[[ RECORDS SHOWN, beginning ]]

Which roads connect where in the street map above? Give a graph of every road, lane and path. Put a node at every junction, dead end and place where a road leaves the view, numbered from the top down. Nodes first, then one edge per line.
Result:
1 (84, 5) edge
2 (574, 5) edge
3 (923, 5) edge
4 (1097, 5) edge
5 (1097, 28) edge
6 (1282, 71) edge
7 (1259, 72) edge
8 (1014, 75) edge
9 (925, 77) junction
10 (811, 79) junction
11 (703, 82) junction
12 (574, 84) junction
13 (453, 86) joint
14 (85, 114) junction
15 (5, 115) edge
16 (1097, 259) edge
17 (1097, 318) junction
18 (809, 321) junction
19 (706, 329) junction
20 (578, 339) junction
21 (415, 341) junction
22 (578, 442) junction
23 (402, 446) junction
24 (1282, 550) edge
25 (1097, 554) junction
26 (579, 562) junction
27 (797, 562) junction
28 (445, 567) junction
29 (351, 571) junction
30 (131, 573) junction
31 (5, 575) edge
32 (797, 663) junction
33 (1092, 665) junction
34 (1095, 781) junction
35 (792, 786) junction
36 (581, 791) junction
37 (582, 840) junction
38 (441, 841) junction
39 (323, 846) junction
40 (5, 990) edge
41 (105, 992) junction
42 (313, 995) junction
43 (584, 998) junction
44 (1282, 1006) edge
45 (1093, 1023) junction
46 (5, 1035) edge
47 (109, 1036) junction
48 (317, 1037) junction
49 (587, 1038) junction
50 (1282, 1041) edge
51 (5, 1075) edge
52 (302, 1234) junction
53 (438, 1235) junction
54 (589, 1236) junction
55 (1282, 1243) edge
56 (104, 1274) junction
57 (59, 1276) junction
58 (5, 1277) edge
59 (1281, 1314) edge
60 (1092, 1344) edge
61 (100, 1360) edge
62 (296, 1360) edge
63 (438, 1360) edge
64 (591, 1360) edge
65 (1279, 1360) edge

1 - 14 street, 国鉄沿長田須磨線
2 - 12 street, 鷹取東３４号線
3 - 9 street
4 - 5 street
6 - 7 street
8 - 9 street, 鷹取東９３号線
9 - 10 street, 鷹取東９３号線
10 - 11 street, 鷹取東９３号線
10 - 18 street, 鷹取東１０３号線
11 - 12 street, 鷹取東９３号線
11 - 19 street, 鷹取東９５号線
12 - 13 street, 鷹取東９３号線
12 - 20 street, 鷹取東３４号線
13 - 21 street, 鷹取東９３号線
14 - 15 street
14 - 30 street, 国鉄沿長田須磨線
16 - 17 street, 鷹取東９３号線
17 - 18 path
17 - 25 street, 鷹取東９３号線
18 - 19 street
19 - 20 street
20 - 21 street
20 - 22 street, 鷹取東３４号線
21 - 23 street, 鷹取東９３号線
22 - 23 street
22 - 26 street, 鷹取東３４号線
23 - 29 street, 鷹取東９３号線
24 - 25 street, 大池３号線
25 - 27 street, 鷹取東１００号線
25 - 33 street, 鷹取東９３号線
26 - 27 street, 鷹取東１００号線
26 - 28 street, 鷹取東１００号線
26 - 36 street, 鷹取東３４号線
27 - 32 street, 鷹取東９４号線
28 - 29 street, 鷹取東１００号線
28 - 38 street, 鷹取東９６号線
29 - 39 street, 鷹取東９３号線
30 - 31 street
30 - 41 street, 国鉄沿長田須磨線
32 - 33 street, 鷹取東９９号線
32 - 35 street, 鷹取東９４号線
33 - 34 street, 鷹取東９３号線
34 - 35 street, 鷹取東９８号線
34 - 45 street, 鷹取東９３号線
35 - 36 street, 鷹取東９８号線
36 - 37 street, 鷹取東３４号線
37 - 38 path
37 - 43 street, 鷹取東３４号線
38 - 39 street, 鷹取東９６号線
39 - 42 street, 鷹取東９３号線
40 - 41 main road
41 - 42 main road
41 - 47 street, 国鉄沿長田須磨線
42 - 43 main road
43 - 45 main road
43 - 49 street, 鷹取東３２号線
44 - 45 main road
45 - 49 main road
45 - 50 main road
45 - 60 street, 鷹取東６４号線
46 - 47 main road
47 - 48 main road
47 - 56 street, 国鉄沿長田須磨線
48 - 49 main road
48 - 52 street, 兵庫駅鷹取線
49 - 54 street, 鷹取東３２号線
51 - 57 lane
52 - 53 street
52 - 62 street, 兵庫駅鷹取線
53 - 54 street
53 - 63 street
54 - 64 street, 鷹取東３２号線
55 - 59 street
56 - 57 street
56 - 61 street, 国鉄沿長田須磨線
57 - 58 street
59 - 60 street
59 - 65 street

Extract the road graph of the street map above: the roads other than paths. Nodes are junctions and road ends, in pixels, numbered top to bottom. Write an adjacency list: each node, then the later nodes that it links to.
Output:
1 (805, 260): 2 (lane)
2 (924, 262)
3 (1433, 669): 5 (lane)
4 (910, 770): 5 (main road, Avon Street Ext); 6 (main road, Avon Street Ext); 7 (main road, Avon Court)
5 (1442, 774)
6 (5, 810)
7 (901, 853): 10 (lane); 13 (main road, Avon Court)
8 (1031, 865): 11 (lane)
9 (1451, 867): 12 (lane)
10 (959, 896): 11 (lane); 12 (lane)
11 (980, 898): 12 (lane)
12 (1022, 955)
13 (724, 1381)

[[ RECORDS SHOWN, end ]]

> [WHAT THE EXERCISE ASKS] An exact copy of every record is needed, so retype them all.

> [SOLUTION]
Which roads connect where in the street map above? Give a graph of every road, lane and path. Put a node at every junction, dead end and place where a road leaves the view, numbered from the top down. Nodes first, then one edge per line.
Result:
1 (84, 5) edge
2 (574, 5) edge
3 (923, 5) edge
4 (1097, 5) edge
5 (1097, 28) edge
6 (1282, 71) edge
7 (1259, 72) edge
8 (1014, 75) edge
9 (925, 77) junction
10 (811, 79) junction
11 (703, 82) junction
12 (574, 84) junction
13 (453, 86) joint
14 (85, 114) junction
15 (5, 115) edge
16 (1097, 259) edge
17 (1097, 318) junction
18 (809, 321) junction
19 (706, 329) junction
20 (578, 339) junction
21 (415, 341) junction
22 (578, 442) junction
23 (402, 446) junction
24 (1282, 550) edge
25 (1097, 554) junction
26 (579, 562) junction
27 (797, 562) junction
28 (445, 567) junction
29 (351, 571) junction
30 (131, 573) junction
31 (5, 575) edge
32 (797, 663) junction
33 (1092, 665) junction
34 (1095, 781) junction
35 (792, 786) junction
36 (581, 791) junction
37 (582, 840) junction
38 (441, 841) junction
39 (323, 846) junction
40 (5, 990) edge
41 (105, 992) junction
42 (313, 995) junction
43 (584, 998) junction
44 (1282, 1006) edge
45 (1093, 1023) junction
46 (5, 1035) edge
47 (109, 1036) junction
48 (317, 1037) junction
49 (587, 1038) junction
50 (1282, 1041) edge
51 (5, 1075) edge
52 (302, 1234) junction
53 (438, 1235) junction
54 (589, 1236) junction
55 (1282, 1243) edge
56 (104, 1274) junction
57 (59, 1276) junction
58 (5, 1277) edge
59 (1281, 1314) edge
60 (1092, 1344) edge
61 (100, 1360) edge
62 (296, 1360) edge
63 (438, 1360) edge
64 (591, 1360) edge
65 (1279, 1360) edge

1 - 14 street, 国鉄沿長田須磨線
2 - 12 street, 鷹取東３４号線
3 - 9 street
4 - 5 street
6 - 7 street
8 - 9 street, 鷹取東９３号線
9 - 10 street, 鷹取東９３号線
10 - 11 street, 鷹取東９３号線
10 - 18 street, 鷹取東１０３号線
11 - 12 street, 鷹取東９３号線
11 - 19 street, 鷹取東９５号線
12 - 13 street, 鷹取東９３号線
12 - 20 street, 鷹取東３４号線
13 - 21 street, 鷹取東９３号線
14 - 15 street
14 - 30 street, 国鉄沿長田須磨線
16 - 17 street, 鷹取東９３号線
17 - 18 path
17 - 25 street, 鷹取東９３号線
18 - 19 street
19 - 20 street
20 - 21 street
20 - 22 street, 鷹取東３４号線
21 - 23 street, 鷹取東９３号線
22 - 23 street
22 - 26 street, 鷹取東３４号線
23 - 29 street, 鷹取東９３号線
24 - 25 street, 大池３号線
25 - 27 street, 鷹取東１００号線
25 - 33 street, 鷹取東９３号線
26 - 27 street, 鷹取東１００号線
26 - 28 street, 鷹取東１００号線
26 - 36 street, 鷹取東３４号線
27 - 32 street, 鷹取東９４号線
28 - 29 street, 鷹取東１００号線
28 - 38 street, 鷹取東９６号線
29 - 39 street, 鷹取東９３号線
30 - 31 street
30 - 41 street, 国鉄沿長田須磨線
32 - 33 street, 鷹取東９９号線
32 - 35 street, 鷹取東９４号線
33 - 34 street, 鷹取東９３号線
34 - 35 street, 鷹取東９８号線
34 - 45 street, 鷹取東９３号線
35 - 36 street, 鷹取東９８号線
36 - 37 street, 鷹取東３４号線
37 - 38 path
37 - 43 street, 鷹取東３４号線
38 - 39 street, 鷹取東９６号線
39 - 42 street, 鷹取東９３号線
40 - 41 main road
41 - 42 main road
41 - 47 street, 国鉄沿長田須磨線
42 - 43 main road
43 - 45 main road
43 - 49 street, 鷹取東３２号線
44 - 45 main road
45 - 49 main road
45 - 50 main road
45 - 60 street, 鷹取東６４号線
46 - 47 main road
47 - 48 main road
47 - 56 street, 国鉄沿長田須磨線
48 - 49 main road
48 - 52 street, 兵庫駅鷹取線
49 - 54 street, 鷹取東３２号線
51 - 57 lane
52 - 53 street
52 - 62 street, 兵庫駅鷹取線
53 - 54 street
53 - 63 street
54 - 64 street, 鷹取東３２号線
55 - 59 street
56 - 57 street
56 - 61 street, 国鉄沿長田須磨線
57 - 58 street
59 - 60 street
59 - 65 street

Extract the road graph of the street map above: the roads other than paths. Nodes are junctions and road ends, in pixels, numbered top to bottom. Write an adjacency list: each node, then the later nodes that it links to.
Output:
1 (805, 260): 2 (lane)
2 (924, 262)
3 (1433, 669): 5 (lane)
4 (910, 770): 5 (main road, Avon Street Ext); 6 (main road, Avon Street Ext); 7 (main road, Avon Court)
5 (1442, 774)
6 (5, 810)
7 (901, 853): 10 (lane); 13 (main road, Avon Court)
8 (1031, 865): 11 (lane)
9 (1451, 867): 12 (lane)
10 (959, 896): 11 (lane); 12 (lane)
11 (980, 898): 12 (lane)
12 (1022, 955)
13 (724, 1381)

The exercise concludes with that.